Quand vint le soir, il sortit. Comme d’habitude, ce fut autour de lui la même horde déchaînée, gouailleuse et mauvaise. Il semblait insensible aux injures ; ce n’était plus un homme irritable et furieux comme devant, mais un être inconscient, comme en état d’hypnose pour qui le monde extérieur n’existe plus.

— Il est joliment sage ce soir, s’écria une femme qui suivait la foule en tenant son petit par la main.

— Oh ! vous y fiez pas, dit une autre… n’approchez pas trop… prenez garde !

Cependant la nouvelle attitude de l’homme à la figure bleue étonnait, et l’on se demandait si ce calme était naturel. Certains eussent voulu le voir regimber, et l’agaçaient, le bousculaient même, comme ces dompteurs qui fouaillent un fauve pour le faire rugir.

Procas était toujours impassible.

Il se disait « à quoi bon ? demain, ils ne s’occuperont plus de moi… car ils auront un ennemi autrement redoutable. »

Et, à cette pensée, une lueur mauvaise passait dans ses yeux.

Il put ce soir-là acheter quelques provisions. Quand il rentra chez lui, il remarqua que son escorte était toujours aussi nombreuse. Il s’enferma, mangea lentement à la lueur de sa petite lampe à pétrole, puis, comme il sentait bien qu’il ne pourrait pas dormir, prit un livre de bactériologie et s’absorba dans la lecture d’un chapitre pris au hasard.

Par instants, le roulement d’une voiture, un bruit de pas pressés, un murmure de voix le faisaient tressaillir. Il écoutait, puis se replongeait aussitôt dans son livre, en murmurant : « Non… pas encore… c’est trop tôt. » Il calculait que l’eau du réservoir ne s’était pas encore répandue dans les canalisations… il fallait au moins quarante-huit heures pour que la contamination fût complète. Et il suivait en imagination le développement de ses bacilles dont les colonies devaient se multiplier à l’infini. Il se les représentait, comme s’il les voyait réellement au microscope grouillant sur la plaque de verre.

Soudain, sa tête se pencha en avant ; il dormait. Et alors sa pensée transformée, dénaturée, amplifiée par le rêve, lui fit voir des bacilles énormes, monstrueusement grossis, avec des antennes gigantesques, des tentacules de pieuvres, des yeux étincelants. Tout cela se mouvait ; se tordait en convulsions lentes, et il sentait sur son corps le glissement gluant de ces monstres qui peu à peu l’enserraient, lui comprimaient la poitrine, l’étouffaient… Il poussa un cri et se réveilla…

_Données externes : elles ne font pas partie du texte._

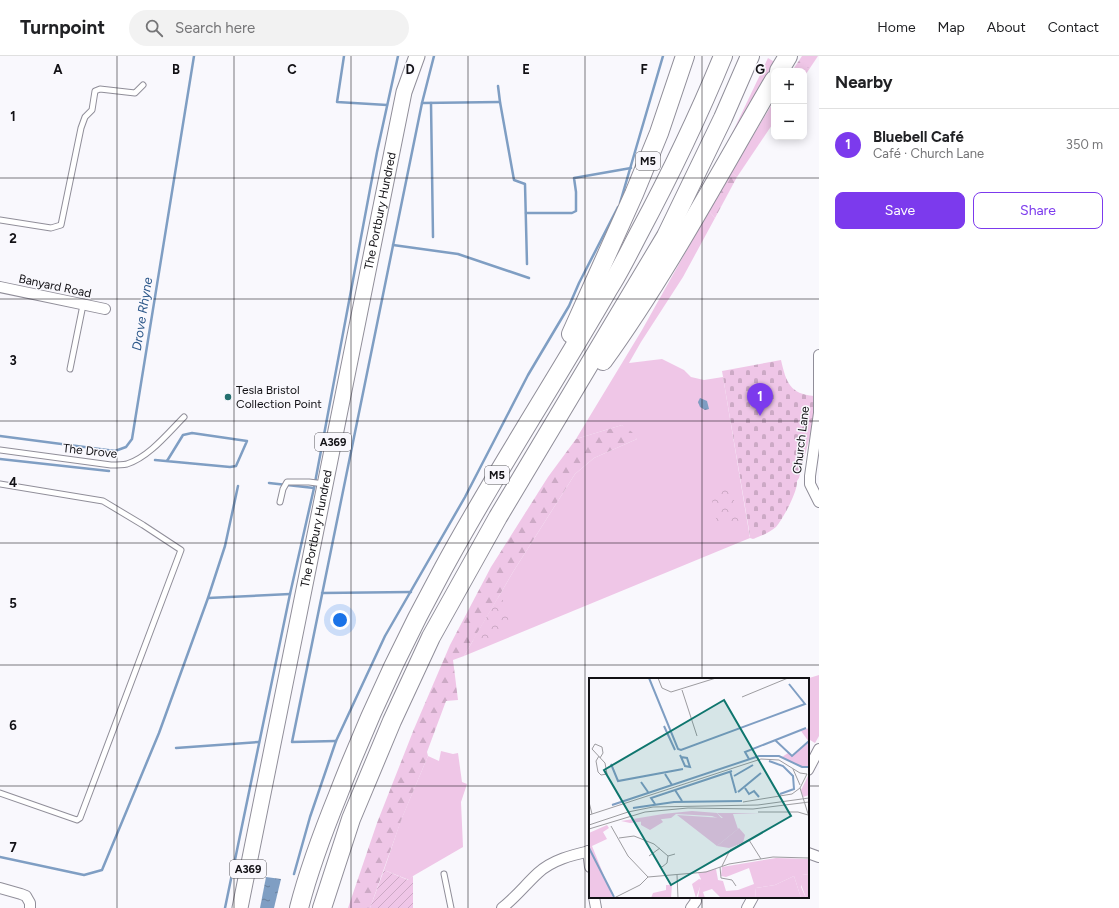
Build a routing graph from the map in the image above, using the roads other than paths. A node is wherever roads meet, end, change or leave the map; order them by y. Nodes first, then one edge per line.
1 (417, 56) edge
2 (685, 56) edge
3 (723, 56) edge
4 (750, 56) edge
5 (788, 56) edge
6 (781, 68) edge
7 (143, 85) dead end
8 (771, 85) edge
9 (0, 220) edge
10 (0, 288) edge
11 (83, 305) junction
12 (105, 309) dead end
13 (819, 355) edge
14 (70, 369) dead end
15 (551, 383) junction
16 (184, 417) dead end
17 (0, 450) edge
18 (531, 462) junction
19 (817, 466) dead end
20 (810, 476) junction
21 (0, 484) edge
22 (325, 484) junction
23 (280, 502) dead end
24 (819, 502) edge
25 (819, 749) edge
26 (809, 768) edge
27 (0, 793) edge
28 (589, 851) edge
29 (809, 854) edge
30 (819, 857) edge
31 (444, 874) dead end
32 (0, 888) edge
33 (594, 898) edge
34 (695, 898) edge
35 (752, 898) edge
36 (30, 908) edge
37 (240, 908) edge
38 (299, 908) edge
39 (322, 908) edge
40 (451, 908) edge
41 (502, 908) edge
42 (596, 908) edge
43 (691, 908) edge
44 (747, 908) edge

1 - 22 main road, The Portbury Hundred / A369
2 - 15 highway, M5
3 - 15 highway, M5
4 - 18 highway, M5
5 - 6 highway
7 - 9 lane
8 - 18 highway, M5
10 - 11 street, Banyard Road
11 - 12 street, Banyard Road
11 - 14 lane
13 - 20 street, Church Lane
15 - 38 highway, M5
16 - 17 lane, The Drove
18 - 39 highway, M5
19 - 20 lane
20 - 24 street, Church Lane
21 - 27 lane
22 - 23 lane
22 - 37 main road, The Portbury Hundred / A369
25 - 26 street
28 - 41 street
29 - 30 street
31 - 40 lane
32 - 36 street
33 - 42 street
34 - 43 street
35 - 44 street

Il alla ouvrir la fenêtre. Un homme était debout près de sa porte. C’était le gros Nestor qui le guettait. Procas le reconnut et, au lieu de refermer la fenêtre, demeura accoudé à la barre d’appui. Le garçon boucher s’esquiva et alla se cacher plus loin. Peut-être croyait-il que son ennemi allait sortir et qu’il jetait un coup d’œil dans la rue avant de quitter sa maison. « S’il y a une justice, pensa Procas, c’est celui-là qui devrait être frappé le premier. » Et il se mit à marcher car il craignait de s’endormir et d’avoir encore quelque affreux cauchemar.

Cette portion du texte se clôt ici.